How Fleetwood Mac's Dreams Became A Mega-Hit Against All Odds

The break-up dread and affair-fueled folly that helped make Fleetwood Mac's classic album "Rumors" is the stuff of rock and roll legends by now. All five members of the band were going through tragic and tumultuous relationship troubles while recording the record. The fact that anyone could be productive under those circumstances is surprising, let alone come up with a musical collection that has spent 650 weeks on the Billboard 200 album chart — more than any other band ever. Every so often, it hits new milestones or jumps back into the top 10, fueled by a needle drop from the record in an ad or a meme that captures the world's attention.

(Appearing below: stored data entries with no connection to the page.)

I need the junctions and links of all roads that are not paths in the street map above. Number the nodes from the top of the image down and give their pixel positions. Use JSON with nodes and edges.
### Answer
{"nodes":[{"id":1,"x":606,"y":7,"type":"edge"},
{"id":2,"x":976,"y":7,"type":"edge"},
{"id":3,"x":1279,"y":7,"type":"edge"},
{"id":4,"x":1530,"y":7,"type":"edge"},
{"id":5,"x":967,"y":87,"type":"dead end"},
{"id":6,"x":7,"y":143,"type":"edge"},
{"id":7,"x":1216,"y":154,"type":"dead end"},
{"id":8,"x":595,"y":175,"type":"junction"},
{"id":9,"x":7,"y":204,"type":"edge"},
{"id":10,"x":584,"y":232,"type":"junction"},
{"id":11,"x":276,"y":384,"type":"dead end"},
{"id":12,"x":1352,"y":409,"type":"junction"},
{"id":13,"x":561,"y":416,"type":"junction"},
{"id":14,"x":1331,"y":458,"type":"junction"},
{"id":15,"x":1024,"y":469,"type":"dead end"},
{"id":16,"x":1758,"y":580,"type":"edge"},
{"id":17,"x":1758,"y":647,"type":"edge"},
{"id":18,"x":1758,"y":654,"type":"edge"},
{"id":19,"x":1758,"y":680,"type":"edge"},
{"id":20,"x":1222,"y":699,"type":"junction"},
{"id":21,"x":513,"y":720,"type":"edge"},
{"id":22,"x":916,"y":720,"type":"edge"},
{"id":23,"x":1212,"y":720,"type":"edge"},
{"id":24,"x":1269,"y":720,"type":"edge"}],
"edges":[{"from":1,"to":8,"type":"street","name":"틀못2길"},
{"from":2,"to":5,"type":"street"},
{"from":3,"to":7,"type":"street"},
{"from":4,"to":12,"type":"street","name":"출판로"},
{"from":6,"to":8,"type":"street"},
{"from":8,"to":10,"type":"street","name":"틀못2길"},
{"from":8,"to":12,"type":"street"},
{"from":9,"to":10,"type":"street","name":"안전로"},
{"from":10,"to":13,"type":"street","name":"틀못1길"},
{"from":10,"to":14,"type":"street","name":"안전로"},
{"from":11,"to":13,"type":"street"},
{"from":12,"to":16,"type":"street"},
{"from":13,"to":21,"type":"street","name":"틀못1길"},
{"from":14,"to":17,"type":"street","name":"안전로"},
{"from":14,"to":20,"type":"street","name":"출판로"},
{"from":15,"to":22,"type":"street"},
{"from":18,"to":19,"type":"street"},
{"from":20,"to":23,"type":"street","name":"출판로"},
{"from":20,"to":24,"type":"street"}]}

One of the most long-lasting songs on the album is, of course, "Dreams," a haunting offering from Stevie Nicks that gave the Mac its only No. 1 single. It's one of the back-and-forth musical missives sent between Nicks and fellow Mac member Lindsey Buckingham, who were famously breaking up during the making of the album. While Buckingham was throwing shade in the form of "Go Your Own Way," which includes the notoriously catty line "Shacking up's all you wanna do," Nicks was creating an earthy slice of solace to Buckingham, letting him know that they would both be OK in the end.

However, it turns out the song that took Fleetwood Mac to the top of the charts was a happy accident; a mega-hit that wasn't even in the original plans for the album, but showed up just in time.

Stevie Nicks wrote Dreams while on a break from the Rumors recording sessions

"Dreams" wasn't among the songs Stevie Nicks had prepared prior to recording. She actually wrote it while in between recording her parts for the other songs on "Rumors." She retreated to a room at The Record Plant in Sausalito, where the band was working, with her Fender Rhodes electric piano and fiddled about with a tune that put a period at the end of her relationship with Lindsey Buckingham. It was ethereal and poetic, with imagery that spoke of "crystal visions" and having dreams to sell. The simple musical structure consisted of two chords only, but she used them to their greatest effect. 

The band applied their musical magic to create a haunting, atmospheric masterpiece with a bit of an R&B groove, even though Buckingham took offense at what Nicks had written. In particular, the line, "When the rain washes you clean, you'll know," stuck in his craw, though Nicks meant it as a reminder that Fleetwood Mac would survive despite their own breakup. As she explains it, "No matter what happens to Lindsey and I as a couple, this band will go on. We'll see it through, and we'll be all right. He seems to take it a different way." (via Sunset Vinyl.)

However he took it, "Dreams" helped take "Rumors" and Fleetwood Mac into the stratosphere, selling millions of records and soothing countless broken hearts along the way.